Limb darkening is a well-known effect in stellar atmospheres. It plays an important role in different fields of astrophysics, such as light curve analyses of eclipsing binary systems (e.g. Van Hamme 1993) or, more recently, detections of extra-solar planets by transit (e.g. Mazeh et al. 2000).

Another need for accurate limb darkening coefficients (LDC) is in the field of asteroseismology. LDC are used by methods based on multicolor photometry for oscillation mode identification in variable main sequence stars such as $\delta$ Scuti and $\gamma$ Doradus stars (Balona & Evers 1999; Garrido 2000 and references therein; Balona & Dziembowski 1999; Daszynska-Daszkiewicz et al. 2002). These methods involve apparent oscillation amplitudes and phases which need to be precisely calculated. To this end, it is necessary to compute, from model atmospheres, accurate colors and more importantly accurate derivatives of colors, color indices and weighted limb darkening integrals with respect to $\log T_{\rm eff}$ and $\log g$ (Sect. 4, see also Garrido 2000). New grids of stellar atmospheres which fulfill this requirement are now available; they were computed with modified versions of the ATLAS9 code with a higher resolution in optical depth for a more accurate description of the vertical structure of the atmospheres and with a finer grid in the ( $T_{\rm eff}$ , $\log g$ ) plane. Several sets of model atmospheres were computed with different treatments of the convective energy transport (Heiter et al. 2002, hereafter Paper I). LDC computed from these new models with the $\alpha =0.5$ MLT (mixing length theory) prescription have already been used for oscillation mode identification purposes (Garrido et al. 2002a,b; Breger et al. 2002) and for the computation of apparent oscillation amplitudes for simulating $\delta$ Scuti oscillations spectra (Barban et al. 2001).

The purpose of the present paper therefore is twofold: first, we compute LDC for a set of up-dated model atmospheres which have been computed with the turbulent convection approach developed by Canuto et al. (1996, CGM). This approach permits to match a larger amount of observed data, in particular concerning photometry and spectroscopy of A stars (Paper I, for the latter see also Smalley & Kupka 1997 and Smalley et al. 2002). In a second part, we calculate weighted limb darkening integrals as accurate as required for asteroseismic studies. We also compare the results to LDC computed with the MLT convective option with two values of the mixing length parameter $\alpha =0.5$ and $\alpha =1.25$ . The lower value corresponds to a best representation of at least the first two Balmer Line Profiles in the series using a unique convection model (Van't Veer-Menneret & Mégessier 1996; Fuhrmann et al. 1993; Barklem et al. 2002). The larger value is the Kurucz standard one (Kurucz 1993; Castelli et al. 1997). Balona & Evers (1999) already pointed out the effect of the convective treatment for temperatures below $\sim$ 8300 K on two quantities (the non-adiabatic parameter f which is the ratio of local luminosity amplitude to displacement amplitude and the phase difference between maximum temperature and maximum radius displacement) which are used to compute the apparent oscillation amplitudes and phases. We will study here this effect on the weighted limb-darkening integrals which are also used to compute the apparent oscillation amplitudes and phases.

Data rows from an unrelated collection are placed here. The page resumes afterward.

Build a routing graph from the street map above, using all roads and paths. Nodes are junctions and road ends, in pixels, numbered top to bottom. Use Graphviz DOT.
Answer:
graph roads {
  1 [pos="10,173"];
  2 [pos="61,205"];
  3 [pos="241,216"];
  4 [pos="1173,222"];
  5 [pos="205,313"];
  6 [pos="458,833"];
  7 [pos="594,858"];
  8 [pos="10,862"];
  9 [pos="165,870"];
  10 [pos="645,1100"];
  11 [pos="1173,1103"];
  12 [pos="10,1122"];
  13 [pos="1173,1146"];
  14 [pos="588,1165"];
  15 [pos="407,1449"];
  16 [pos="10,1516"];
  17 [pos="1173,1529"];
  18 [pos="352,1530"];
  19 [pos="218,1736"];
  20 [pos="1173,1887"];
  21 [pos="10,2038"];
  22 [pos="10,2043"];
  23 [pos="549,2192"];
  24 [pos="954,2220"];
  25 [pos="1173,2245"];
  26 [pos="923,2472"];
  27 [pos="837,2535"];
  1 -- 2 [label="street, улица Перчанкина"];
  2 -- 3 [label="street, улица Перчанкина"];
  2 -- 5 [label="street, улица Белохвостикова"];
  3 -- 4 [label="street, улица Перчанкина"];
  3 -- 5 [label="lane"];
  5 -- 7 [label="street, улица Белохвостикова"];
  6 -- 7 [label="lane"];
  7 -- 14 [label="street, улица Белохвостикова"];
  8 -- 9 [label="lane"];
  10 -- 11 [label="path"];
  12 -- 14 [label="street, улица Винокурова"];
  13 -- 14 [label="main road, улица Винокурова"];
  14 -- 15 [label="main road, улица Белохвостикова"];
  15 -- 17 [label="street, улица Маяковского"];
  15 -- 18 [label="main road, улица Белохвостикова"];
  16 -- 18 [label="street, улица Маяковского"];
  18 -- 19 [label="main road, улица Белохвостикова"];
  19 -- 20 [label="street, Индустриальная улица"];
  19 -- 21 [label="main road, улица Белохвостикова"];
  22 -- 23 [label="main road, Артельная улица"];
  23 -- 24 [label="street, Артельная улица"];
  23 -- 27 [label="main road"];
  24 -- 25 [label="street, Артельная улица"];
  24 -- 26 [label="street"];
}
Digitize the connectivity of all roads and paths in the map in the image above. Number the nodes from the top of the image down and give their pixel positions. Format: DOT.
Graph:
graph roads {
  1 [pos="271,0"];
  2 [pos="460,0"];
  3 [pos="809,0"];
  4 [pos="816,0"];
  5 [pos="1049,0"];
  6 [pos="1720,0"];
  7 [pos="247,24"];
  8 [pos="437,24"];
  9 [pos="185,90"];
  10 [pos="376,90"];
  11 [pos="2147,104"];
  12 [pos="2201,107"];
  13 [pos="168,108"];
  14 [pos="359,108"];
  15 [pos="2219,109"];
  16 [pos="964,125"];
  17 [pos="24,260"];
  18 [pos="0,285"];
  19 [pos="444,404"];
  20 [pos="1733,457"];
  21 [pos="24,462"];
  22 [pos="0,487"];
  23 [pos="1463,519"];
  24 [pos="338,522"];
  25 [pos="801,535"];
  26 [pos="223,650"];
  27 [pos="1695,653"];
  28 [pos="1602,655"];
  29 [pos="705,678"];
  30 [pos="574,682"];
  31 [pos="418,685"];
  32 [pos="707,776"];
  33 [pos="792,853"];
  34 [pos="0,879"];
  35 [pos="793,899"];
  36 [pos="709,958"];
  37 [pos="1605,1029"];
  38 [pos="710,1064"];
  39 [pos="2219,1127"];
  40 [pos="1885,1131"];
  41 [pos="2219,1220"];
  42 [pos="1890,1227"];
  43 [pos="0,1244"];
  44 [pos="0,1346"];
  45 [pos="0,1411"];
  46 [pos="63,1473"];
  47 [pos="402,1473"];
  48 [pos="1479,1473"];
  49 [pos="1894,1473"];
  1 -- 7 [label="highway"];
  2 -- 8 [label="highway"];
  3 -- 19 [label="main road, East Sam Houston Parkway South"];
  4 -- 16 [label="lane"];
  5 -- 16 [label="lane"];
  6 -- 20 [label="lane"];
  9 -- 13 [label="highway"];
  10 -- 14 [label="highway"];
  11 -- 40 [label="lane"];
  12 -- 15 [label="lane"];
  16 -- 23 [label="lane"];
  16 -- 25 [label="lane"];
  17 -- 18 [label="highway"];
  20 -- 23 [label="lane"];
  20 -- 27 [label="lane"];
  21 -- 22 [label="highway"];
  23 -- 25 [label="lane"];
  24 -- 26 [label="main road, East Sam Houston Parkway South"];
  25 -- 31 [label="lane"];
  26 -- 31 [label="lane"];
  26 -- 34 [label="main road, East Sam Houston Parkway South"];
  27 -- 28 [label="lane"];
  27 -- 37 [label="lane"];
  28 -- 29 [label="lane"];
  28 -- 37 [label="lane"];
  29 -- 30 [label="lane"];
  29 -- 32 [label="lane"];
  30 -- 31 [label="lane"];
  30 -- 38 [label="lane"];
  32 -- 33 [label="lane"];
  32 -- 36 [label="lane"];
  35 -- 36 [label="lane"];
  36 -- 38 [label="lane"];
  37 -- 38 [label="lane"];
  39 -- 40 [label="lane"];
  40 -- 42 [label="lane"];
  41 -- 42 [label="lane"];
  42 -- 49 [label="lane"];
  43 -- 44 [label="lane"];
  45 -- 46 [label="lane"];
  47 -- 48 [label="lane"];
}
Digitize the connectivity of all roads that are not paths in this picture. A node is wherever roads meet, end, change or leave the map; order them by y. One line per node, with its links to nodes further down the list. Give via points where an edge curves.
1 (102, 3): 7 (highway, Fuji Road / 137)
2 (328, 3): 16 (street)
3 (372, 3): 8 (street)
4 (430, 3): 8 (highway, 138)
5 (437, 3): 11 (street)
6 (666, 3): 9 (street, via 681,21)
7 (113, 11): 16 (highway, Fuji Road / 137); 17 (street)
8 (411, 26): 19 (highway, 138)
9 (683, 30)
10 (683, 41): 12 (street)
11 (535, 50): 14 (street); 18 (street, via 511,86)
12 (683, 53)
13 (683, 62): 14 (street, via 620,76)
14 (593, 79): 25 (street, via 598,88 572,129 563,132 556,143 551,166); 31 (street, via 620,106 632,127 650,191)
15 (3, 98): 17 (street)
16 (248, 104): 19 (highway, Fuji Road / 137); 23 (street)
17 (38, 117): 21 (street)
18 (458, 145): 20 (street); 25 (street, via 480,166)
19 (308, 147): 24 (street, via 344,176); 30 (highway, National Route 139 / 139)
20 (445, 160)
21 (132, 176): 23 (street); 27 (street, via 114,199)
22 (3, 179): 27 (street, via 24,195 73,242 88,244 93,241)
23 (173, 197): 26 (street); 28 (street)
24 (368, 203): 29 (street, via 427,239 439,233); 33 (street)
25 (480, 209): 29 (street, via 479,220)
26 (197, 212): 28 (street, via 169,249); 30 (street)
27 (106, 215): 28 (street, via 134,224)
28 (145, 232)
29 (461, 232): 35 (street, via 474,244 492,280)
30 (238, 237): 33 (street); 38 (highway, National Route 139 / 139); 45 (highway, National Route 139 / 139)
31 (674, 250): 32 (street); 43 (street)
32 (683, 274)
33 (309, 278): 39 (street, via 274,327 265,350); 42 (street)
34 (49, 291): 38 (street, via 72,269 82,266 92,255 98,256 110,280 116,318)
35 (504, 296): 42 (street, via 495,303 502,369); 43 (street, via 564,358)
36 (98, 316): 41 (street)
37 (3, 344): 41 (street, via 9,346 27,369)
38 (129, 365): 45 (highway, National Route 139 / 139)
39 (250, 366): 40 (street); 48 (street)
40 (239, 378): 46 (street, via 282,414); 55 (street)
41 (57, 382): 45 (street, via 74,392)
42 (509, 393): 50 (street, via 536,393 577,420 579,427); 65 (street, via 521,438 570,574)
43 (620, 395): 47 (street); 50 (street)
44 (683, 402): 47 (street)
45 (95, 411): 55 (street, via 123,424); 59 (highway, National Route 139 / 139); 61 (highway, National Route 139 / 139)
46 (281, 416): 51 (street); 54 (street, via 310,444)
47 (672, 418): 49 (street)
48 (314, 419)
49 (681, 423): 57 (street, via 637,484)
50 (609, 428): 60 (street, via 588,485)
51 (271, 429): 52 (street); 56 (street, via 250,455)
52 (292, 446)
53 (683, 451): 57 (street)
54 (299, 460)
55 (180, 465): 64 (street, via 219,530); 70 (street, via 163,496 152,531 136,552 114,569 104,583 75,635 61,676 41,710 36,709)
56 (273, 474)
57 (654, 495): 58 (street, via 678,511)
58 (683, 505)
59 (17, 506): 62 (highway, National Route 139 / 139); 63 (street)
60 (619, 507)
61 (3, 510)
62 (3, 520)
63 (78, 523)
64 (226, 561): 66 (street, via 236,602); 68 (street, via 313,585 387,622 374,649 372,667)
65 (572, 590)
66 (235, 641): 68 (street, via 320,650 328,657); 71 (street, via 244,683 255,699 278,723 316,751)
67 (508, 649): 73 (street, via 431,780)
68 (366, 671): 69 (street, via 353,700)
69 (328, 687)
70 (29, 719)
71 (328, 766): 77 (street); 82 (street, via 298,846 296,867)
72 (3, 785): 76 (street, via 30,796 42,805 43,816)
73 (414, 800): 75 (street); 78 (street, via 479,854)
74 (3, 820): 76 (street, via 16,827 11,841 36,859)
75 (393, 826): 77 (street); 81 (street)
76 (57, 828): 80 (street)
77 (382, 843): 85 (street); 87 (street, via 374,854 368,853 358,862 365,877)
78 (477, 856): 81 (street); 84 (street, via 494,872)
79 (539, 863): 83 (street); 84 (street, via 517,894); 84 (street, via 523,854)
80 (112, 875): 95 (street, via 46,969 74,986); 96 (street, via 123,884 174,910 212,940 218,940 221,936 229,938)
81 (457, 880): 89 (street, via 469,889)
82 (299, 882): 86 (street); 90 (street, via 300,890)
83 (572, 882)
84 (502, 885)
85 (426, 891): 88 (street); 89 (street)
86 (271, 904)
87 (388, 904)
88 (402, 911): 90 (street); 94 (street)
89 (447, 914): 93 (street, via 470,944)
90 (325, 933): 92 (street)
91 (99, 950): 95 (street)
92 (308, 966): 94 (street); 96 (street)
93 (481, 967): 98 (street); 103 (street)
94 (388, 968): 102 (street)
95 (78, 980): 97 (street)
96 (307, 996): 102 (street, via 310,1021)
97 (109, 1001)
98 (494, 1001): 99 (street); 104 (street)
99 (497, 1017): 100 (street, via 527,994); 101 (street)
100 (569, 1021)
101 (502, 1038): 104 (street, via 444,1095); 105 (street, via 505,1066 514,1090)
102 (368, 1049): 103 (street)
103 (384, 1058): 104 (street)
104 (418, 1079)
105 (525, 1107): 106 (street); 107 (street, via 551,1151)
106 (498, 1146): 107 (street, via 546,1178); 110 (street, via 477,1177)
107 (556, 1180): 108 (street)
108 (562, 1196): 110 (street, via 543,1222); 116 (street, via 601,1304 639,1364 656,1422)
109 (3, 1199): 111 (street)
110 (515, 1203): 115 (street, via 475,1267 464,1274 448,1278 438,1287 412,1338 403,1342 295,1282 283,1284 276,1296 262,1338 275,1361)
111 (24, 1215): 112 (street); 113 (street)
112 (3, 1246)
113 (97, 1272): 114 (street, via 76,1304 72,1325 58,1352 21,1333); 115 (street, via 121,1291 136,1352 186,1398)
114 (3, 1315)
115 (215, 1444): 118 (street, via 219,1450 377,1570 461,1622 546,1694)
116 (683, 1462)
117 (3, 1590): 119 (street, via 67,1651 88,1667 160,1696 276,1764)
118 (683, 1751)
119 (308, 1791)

For each model atmosphere, the intensity variation over the disk, $I(\mu)$ (where $\mu = \cos(\theta)$ and $\theta$ is the angle between the line of sight and the normal to the local stellar surface) is obtained from solving the transfer equation (hereafter ATLAS9 intensities). In practice, however, it is often more convenient to use intensity variations over the disk which are represented by a $\mu$ -dependent law, denoted here $I_{\rm fit} (\mu)$ . The associated LDC are then obtained by fitting the law $I_{\rm fit} (\mu)$ to the model atmosphere intensity variation $I(\mu)$ . The law to be used is however still debated. The first investigated law was linearly $\mu$ -dependent (Milne 1921). It was shown that this law is not adequate except for a specific range of effective temperatures around the solar one, i.e. of the order of 5000 K (see Claret 2000 and references therein). Then several other laws were suggested such as laws with a quadratic $\mu$ -dependence (e.g. Wade & Rucinski 1985; Claret & Giménez 1990), with a square root one (e.g. Díaz-Cordovés & Giménez 1992), with a cubic one (Van't Veer 1960) or with a more sophisticated non-linear $\mu$ -dependence (Claret 2000).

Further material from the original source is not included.